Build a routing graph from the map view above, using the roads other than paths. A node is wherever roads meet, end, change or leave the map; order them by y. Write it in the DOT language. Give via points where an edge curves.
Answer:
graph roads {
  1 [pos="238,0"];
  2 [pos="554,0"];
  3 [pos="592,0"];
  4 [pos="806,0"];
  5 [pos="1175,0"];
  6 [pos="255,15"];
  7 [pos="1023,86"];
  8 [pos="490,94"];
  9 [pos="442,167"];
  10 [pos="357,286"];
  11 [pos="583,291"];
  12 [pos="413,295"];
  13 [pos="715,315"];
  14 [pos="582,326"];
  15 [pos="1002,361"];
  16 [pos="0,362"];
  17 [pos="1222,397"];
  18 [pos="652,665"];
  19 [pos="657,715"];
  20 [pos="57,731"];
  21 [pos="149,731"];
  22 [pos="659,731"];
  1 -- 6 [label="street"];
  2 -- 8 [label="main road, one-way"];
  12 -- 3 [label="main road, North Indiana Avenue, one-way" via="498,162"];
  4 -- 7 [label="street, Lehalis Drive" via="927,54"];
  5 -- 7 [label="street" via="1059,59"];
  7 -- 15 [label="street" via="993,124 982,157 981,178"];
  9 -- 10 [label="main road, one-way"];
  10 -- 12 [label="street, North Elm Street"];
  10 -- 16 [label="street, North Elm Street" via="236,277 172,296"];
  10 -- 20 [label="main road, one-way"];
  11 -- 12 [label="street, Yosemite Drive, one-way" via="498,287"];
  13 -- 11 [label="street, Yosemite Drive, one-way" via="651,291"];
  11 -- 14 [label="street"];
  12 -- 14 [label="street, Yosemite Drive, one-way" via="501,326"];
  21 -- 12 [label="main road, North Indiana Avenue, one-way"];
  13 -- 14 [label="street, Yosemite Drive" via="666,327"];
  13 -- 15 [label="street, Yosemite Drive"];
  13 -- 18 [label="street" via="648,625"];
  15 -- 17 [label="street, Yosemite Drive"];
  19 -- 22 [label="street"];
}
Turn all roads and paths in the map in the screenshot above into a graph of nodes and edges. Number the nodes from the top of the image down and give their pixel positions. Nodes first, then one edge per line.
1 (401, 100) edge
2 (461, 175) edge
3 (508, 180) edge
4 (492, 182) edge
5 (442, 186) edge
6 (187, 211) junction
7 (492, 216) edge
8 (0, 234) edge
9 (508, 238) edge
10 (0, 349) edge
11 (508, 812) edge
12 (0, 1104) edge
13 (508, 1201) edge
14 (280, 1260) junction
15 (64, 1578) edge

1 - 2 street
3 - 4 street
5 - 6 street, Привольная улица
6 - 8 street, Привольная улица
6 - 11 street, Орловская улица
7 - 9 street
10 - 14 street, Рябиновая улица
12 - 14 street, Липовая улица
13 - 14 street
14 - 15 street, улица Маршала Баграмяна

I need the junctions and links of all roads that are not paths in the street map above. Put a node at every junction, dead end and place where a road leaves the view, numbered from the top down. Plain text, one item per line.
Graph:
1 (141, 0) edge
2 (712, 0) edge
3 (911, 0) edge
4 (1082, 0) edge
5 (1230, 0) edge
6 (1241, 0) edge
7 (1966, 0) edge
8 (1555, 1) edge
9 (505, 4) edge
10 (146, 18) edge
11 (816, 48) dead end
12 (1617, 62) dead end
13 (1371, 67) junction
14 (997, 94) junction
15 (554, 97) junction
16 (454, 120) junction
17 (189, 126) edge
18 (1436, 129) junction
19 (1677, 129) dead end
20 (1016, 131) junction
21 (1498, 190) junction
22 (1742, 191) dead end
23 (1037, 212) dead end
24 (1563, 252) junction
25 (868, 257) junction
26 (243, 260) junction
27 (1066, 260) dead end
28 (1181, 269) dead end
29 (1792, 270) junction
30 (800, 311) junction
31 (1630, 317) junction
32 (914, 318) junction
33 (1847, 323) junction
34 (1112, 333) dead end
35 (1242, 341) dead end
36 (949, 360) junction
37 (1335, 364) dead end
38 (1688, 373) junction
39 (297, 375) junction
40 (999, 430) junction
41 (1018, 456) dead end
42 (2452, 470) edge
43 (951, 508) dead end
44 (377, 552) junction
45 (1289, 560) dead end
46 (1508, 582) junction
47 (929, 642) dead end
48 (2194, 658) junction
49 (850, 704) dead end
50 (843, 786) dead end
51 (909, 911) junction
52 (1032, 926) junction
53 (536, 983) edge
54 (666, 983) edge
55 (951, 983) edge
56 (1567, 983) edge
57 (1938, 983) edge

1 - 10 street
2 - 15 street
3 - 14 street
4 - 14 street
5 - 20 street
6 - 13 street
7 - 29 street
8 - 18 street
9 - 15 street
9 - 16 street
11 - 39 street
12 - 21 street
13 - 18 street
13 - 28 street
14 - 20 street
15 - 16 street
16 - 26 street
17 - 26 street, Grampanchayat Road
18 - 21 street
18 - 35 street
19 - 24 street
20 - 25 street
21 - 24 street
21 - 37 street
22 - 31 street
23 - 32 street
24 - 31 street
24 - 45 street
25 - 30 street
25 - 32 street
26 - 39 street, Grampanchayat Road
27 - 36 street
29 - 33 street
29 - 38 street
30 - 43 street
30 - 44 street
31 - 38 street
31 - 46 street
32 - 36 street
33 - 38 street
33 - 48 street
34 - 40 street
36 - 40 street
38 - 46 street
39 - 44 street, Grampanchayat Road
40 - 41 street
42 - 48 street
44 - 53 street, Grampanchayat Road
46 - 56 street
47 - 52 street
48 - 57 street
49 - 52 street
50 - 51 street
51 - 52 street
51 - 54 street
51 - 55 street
☆ ☆ ☆ ☆
◆ **Task item**
Your task is to reproduce the full listing exactly.

◆ **Solution to this problem**
Build a routing graph from the map view above, using the roads other than paths. A node is wherever roads meet, end, change or leave the map; order them by y. Write it in the DOT language. Give via points where an edge curves.
Answer:
graph roads {
  1 [pos="238,0"];
  2 [pos="554,0"];
  3 [pos="592,0"];
  4 [pos="806,0"];
  5 [pos="1175,0"];
  6 [pos="255,15"];
  7 [pos="1023,86"];
  8 [pos="490,94"];
  9 [pos="442,167"];
  10 [pos="357,286"];
  11 [pos="583,291"];
  12 [pos="413,295"];
  13 [pos="715,315"];
  14 [pos="582,326"];
  15 [pos="1002,361"];
  16 [pos="0,362"];
  17 [pos="1222,397"];
  18 [pos="652,665"];
  19 [pos="657,715"];
  20 [pos="57,731"];
  21 [pos="149,731"];
  22 [pos="659,731"];
  1 -- 6 [label="street"];
  2 -- 8 [label="main road, one-way"];
  12 -- 3 [label="main road, North Indiana Avenue, one-way" via="498,162"];
  4 -- 7 [label="street, Lehalis Drive" via="927,54"];
  5 -- 7 [label="street" via="1059,59"];
  7 -- 15 [label="street" via="993,124 982,157 981,178"];
  9 -- 10 [label="main road, one-way"];
  10 -- 12 [label="street, North Elm Street"];
  10 -- 16 [label="street, North Elm Street" via="236,277 172,296"];
  10 -- 20 [label="main road, one-way"];
  11 -- 12 [label="street, Yosemite Drive, one-way" via="498,287"];
  13 -- 11 [label="street, Yosemite Drive, one-way" via="651,291"];
  11 -- 14 [label="street"];
  12 -- 14 [label="street, Yosemite Drive, one-way" via="501,326"];
  21 -- 12 [label="main road, North Indiana Avenue, one-way"];
  13 -- 14 [label="street, Yosemite Drive" via="666,327"];
  13 -- 15 [label="street, Yosemite Drive"];
  13 -- 18 [label="street" via="648,625"];
  15 -- 17 [label="street, Yosemite Drive"];
  19 -- 22 [label="street"];
}
Turn all roads and paths in the map in the screenshot above into a graph of nodes and edges. Number the nodes from the top of the image down and give their pixel positions. Nodes first, then one edge per line.
1 (401, 100) edge
2 (461, 175) edge
3 (508, 180) edge
4 (492, 182) edge
5 (442, 186) edge
6 (187, 211) junction
7 (492, 216) edge
8 (0, 234) edge
9 (508, 238) edge
10 (0, 349) edge
11 (508, 812) edge
12 (0, 1104) edge
13 (508, 1201) edge
14 (280, 1260) junction
15 (64, 1578) edge

1 - 2 street
3 - 4 street
5 - 6 street, Привольная улица
6 - 8 street, Привольная улица
6 - 11 street, Орловская улица
7 - 9 street
10 - 14 street, Рябиновая улица
12 - 14 street, Липовая улица
13 - 14 street
14 - 15 street, улица Маршала Баграмяна

I need the junctions and links of all roads that are not paths in the street map above. Put a node at every junction, dead end and place where a road leaves the view, numbered from the top down. Plain text, one item per line.
Graph:
1 (141, 0) edge
2 (712, 0) edge
3 (911, 0) edge
4 (1082, 0) edge
5 (1230, 0) edge
6 (1241, 0) edge
7 (1966, 0) edge
8 (1555, 1) edge
9 (505, 4) edge
10 (146, 18) edge
11 (816, 48) dead end
12 (1617, 62) dead end
13 (1371, 67) junction
14 (997, 94) junction
15 (554, 97) junction
16 (454, 120) junction
17 (189, 126) edge
18 (1436, 129) junction
19 (1677, 129) dead end
20 (1016, 131) junction
21 (1498, 190) junction
22 (1742, 191) dead end
23 (1037, 212) dead end
24 (1563, 252) junction
25 (868, 257) junction
26 (243, 260) junction
27 (1066, 260) dead end
28 (1181, 269) dead end
29 (1792, 270) junction
30 (800, 311) junction
31 (1630, 317) junction
32 (914, 318) junction
33 (1847, 323) junction
34 (1112, 333) dead end
35 (1242, 341) dead end
36 (949, 360) junction
37 (1335, 364) dead end
38 (1688, 373) junction
39 (297, 375) junction
40 (999, 430) junction
41 (1018, 456) dead end
42 (2452, 470) edge
43 (951, 508) dead end
44 (377, 552) junction
45 (1289, 560) dead end
46 (1508, 582) junction
47 (929, 642) dead end
48 (2194, 658) junction
49 (850, 704) dead end
50 (843, 786) dead end
51 (909, 911) junction
52 (1032, 926) junction
53 (536, 983) edge
54 (666, 983) edge
55 (951, 983) edge
56 (1567, 983) edge
57 (1938, 983) edge

1 - 10 street
2 - 15 street
3 - 14 street
4 - 14 street
5 - 20 street
6 - 13 street
7 - 29 street
8 - 18 street
9 - 15 street
9 - 16 street
11 - 39 street
12 - 21 street
13 - 18 street
13 - 28 street
14 - 20 street
15 - 16 street
16 - 26 street
17 - 26 street, Grampanchayat Road
18 - 21 street
18 - 35 street
19 - 24 street
20 - 25 street
21 - 24 street
21 - 37 street
22 - 31 street
23 - 32 street
24 - 31 street
24 - 45 street
25 - 30 street
25 - 32 street
26 - 39 street, Grampanchayat Road
27 - 36 street
29 - 33 street
29 - 38 street
30 - 43 street
30 - 44 street
31 - 38 street
31 - 46 street
32 - 36 street
33 - 38 street
33 - 48 street
34 - 40 street
36 - 40 street
38 - 46 street
39 - 44 street, Grampanchayat Road
40 - 41 street
42 - 48 street
44 - 53 street, Grampanchayat Road
46 - 56 street
47 - 52 street
48 - 57 street
49 - 52 street
50 - 51 street
51 - 52 street
51 - 54 street
51 - 55 street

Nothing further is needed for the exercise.